**Problem to work on**
Could you return only the lines that run from the line with "thumb ip: (1071, 847)" through the final line of the data, exactly as they stand?
--- The records Enclosed Below ---
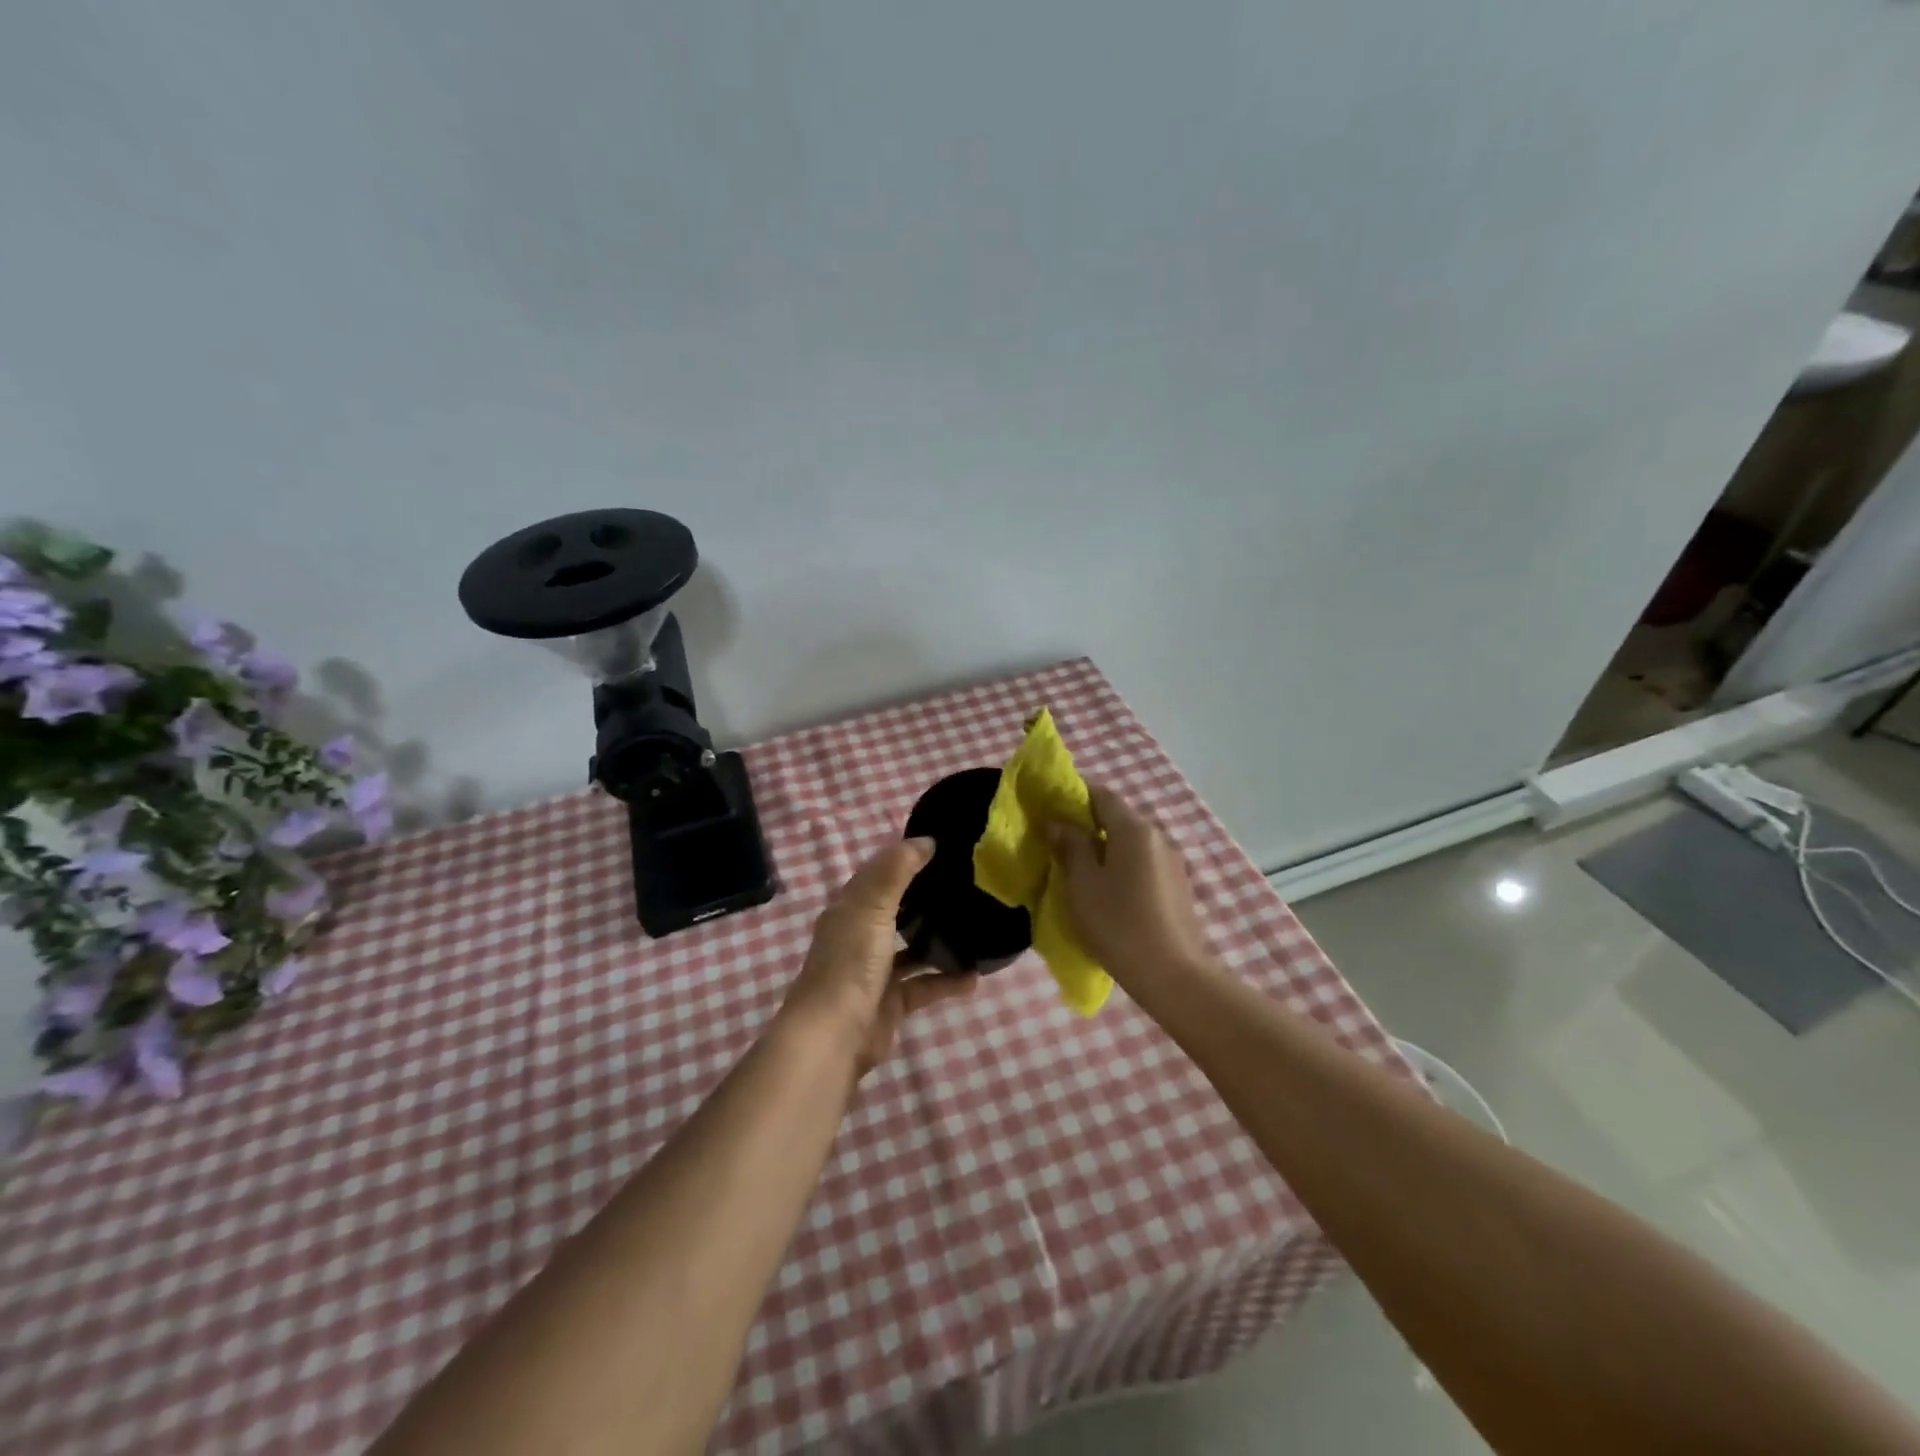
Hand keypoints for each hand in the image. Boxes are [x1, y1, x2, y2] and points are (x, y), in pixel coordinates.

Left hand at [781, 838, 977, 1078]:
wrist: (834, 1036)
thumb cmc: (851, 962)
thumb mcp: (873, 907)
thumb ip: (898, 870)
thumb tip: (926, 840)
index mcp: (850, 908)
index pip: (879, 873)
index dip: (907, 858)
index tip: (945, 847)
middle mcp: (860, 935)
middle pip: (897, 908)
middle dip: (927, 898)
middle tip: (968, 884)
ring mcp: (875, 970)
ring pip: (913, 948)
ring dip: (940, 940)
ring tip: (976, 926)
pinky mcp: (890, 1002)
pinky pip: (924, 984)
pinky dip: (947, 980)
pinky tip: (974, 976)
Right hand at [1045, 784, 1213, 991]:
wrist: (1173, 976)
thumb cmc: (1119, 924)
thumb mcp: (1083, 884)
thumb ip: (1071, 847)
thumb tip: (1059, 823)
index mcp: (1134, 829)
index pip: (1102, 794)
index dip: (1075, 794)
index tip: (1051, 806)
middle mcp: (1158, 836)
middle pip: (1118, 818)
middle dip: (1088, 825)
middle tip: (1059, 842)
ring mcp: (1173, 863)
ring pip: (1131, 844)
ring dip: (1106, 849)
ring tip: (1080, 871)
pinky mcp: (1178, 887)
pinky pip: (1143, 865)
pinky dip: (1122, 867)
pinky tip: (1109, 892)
--- End of Enclosed The records ---
**Response to the exercise**
thumb ip: (1071, 847)
thumb tip: (1059, 823)
index mcp: (1134, 829)
index pip: (1102, 794)
index dip: (1075, 794)
index tip: (1051, 806)
middle mcp: (1158, 836)
middle pip: (1118, 818)
middle dip: (1088, 825)
middle tip: (1059, 842)
ring mcp: (1173, 863)
ring pip: (1131, 844)
ring dip: (1106, 849)
ring tip: (1080, 871)
pinky mcp: (1178, 887)
pinky pip: (1143, 865)
pinky dip: (1122, 867)
pinky tip: (1109, 892)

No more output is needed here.